Segment Start: Supplied records
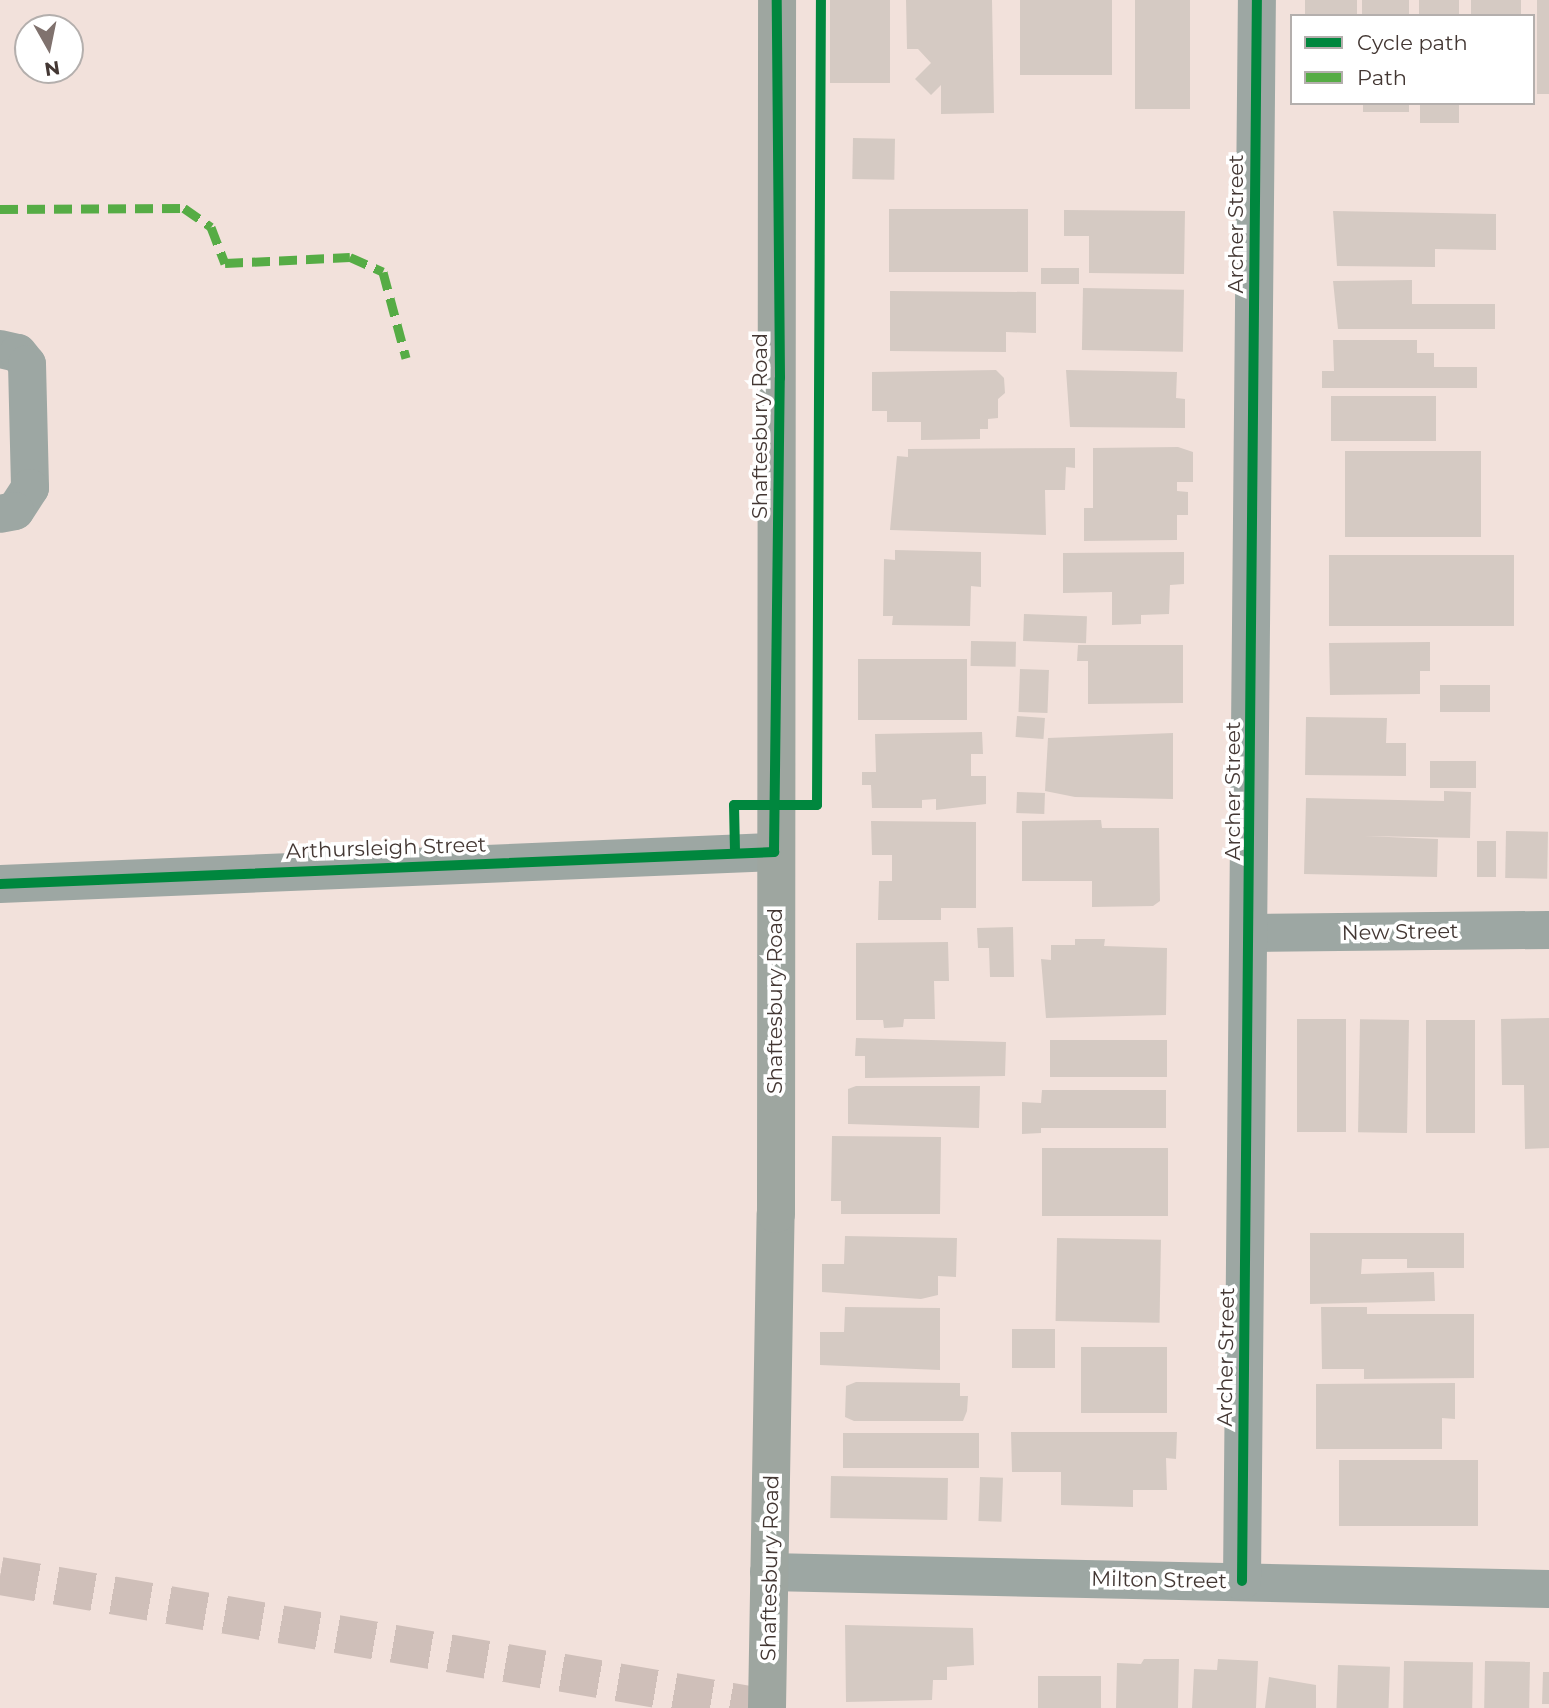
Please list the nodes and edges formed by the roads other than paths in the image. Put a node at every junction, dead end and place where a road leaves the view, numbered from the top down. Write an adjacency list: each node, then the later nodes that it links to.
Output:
Segment End: Supplied records
Segment Start: Supplied records
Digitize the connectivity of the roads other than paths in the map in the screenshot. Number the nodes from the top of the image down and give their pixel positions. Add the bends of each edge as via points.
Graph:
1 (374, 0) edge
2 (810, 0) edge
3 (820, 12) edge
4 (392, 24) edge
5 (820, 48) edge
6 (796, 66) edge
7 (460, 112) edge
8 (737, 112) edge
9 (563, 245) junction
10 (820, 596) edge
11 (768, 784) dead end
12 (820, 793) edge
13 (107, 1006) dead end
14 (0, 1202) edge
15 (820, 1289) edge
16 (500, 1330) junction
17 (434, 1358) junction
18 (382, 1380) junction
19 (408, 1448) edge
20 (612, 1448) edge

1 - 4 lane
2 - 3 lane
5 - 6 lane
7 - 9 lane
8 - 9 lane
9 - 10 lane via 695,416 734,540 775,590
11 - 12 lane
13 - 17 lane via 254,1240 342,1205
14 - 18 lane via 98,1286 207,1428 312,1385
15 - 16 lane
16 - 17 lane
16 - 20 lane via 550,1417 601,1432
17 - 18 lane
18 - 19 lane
Segment End: Supplied records
Segment Start: Supplied records
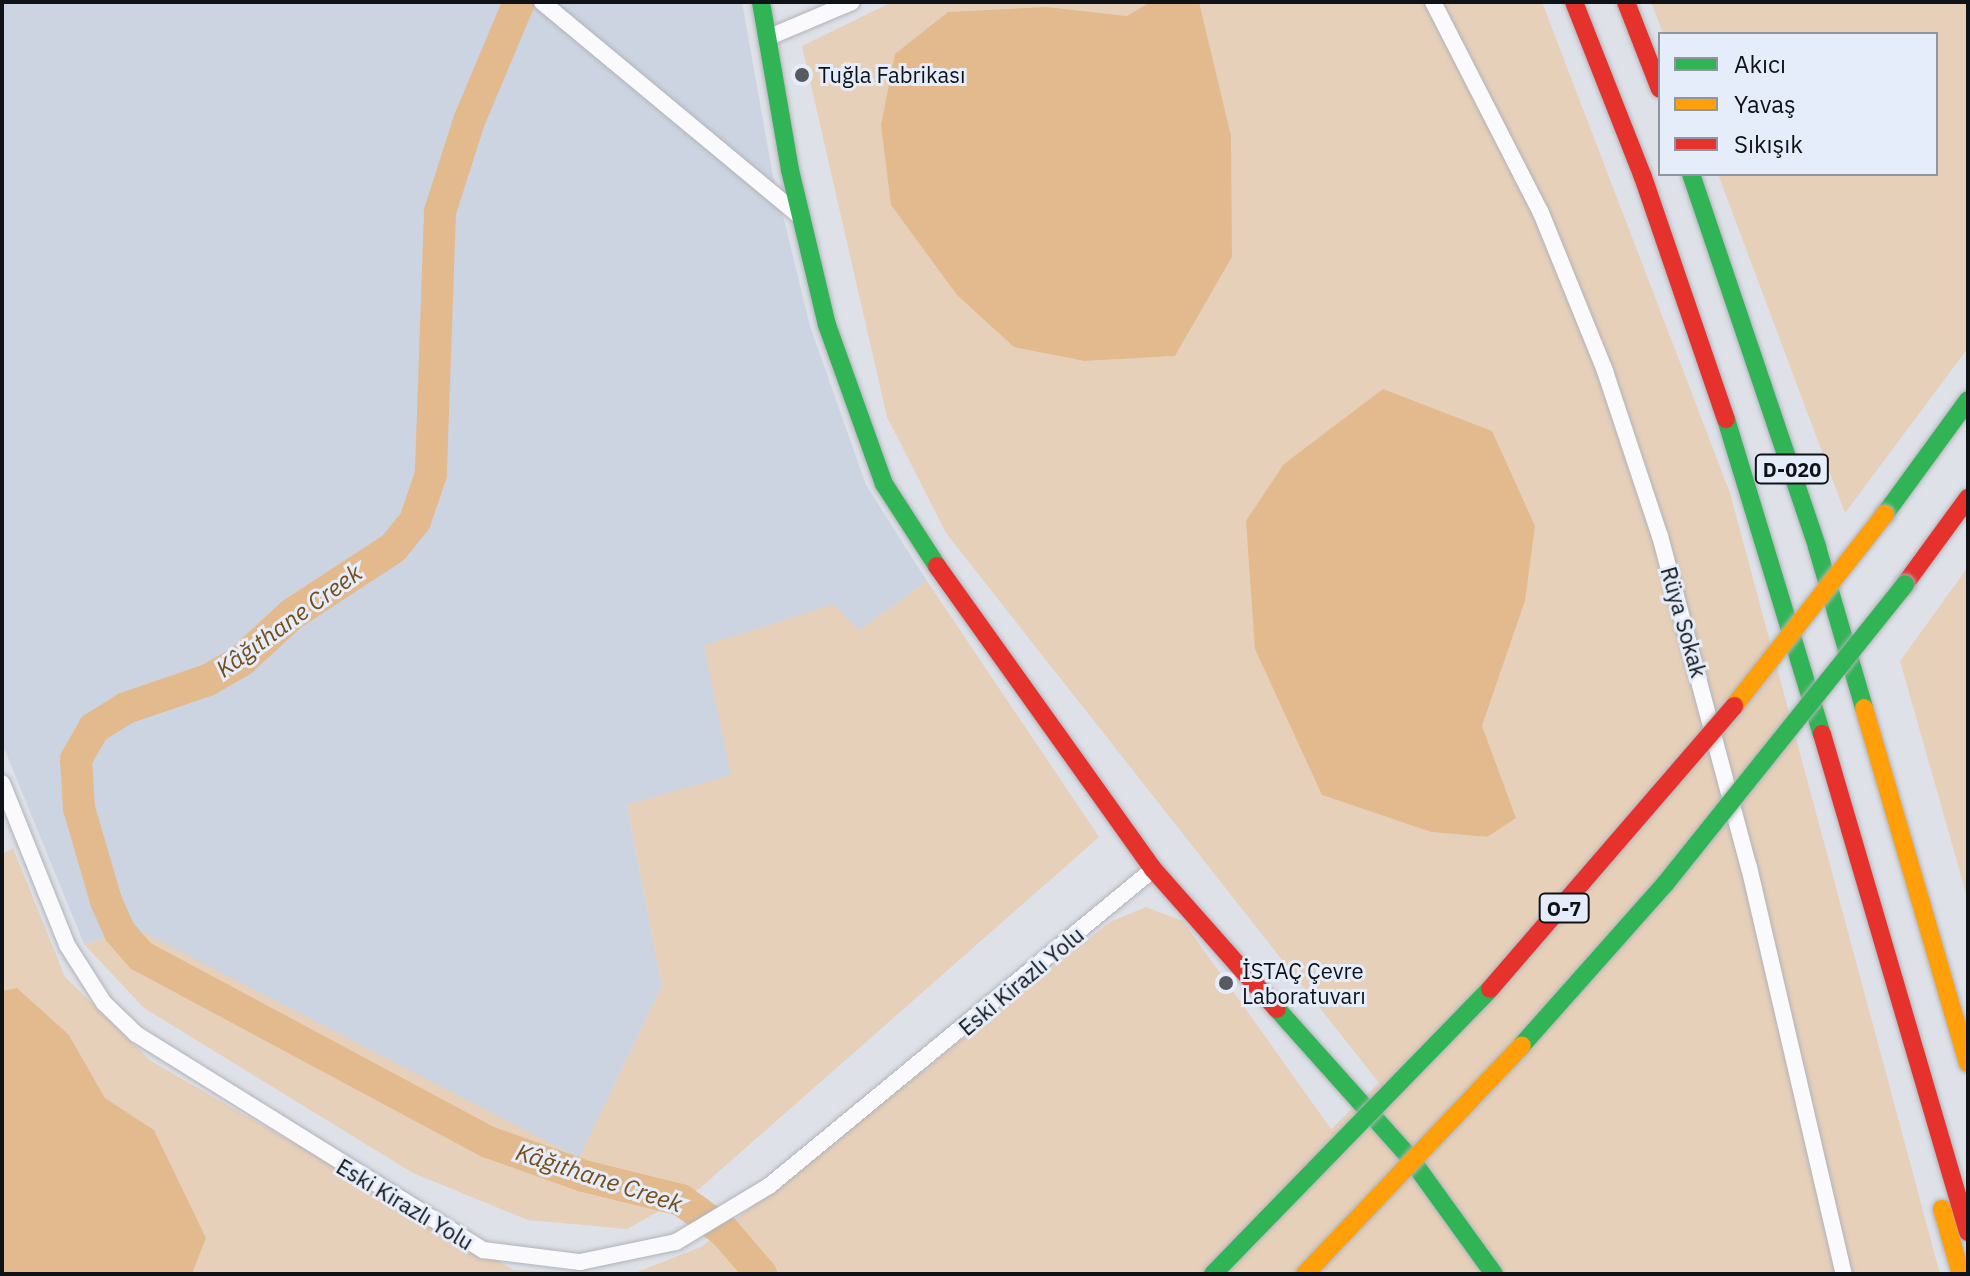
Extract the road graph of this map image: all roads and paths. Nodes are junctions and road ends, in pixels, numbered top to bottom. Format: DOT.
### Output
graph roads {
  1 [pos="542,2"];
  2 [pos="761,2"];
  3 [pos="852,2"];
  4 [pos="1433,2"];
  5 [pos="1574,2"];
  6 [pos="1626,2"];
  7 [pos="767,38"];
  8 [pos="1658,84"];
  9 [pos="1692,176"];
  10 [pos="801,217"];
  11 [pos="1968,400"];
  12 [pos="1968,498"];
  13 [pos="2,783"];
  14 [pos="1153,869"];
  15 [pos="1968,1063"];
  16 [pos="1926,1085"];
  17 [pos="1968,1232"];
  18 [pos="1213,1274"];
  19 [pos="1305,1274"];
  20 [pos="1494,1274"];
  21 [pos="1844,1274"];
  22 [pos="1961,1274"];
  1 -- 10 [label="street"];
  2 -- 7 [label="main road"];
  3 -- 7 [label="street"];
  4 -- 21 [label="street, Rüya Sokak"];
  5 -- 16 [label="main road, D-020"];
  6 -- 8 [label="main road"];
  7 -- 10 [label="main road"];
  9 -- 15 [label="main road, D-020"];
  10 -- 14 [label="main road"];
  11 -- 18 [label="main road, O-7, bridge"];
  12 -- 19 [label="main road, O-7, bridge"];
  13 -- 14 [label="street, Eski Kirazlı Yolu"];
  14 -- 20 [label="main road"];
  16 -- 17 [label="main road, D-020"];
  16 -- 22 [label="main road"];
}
Segment End: Supplied records
Task requirements »
Tally the lines of the data that contain the string "image", and report nothing but the tally.

Task solution »
3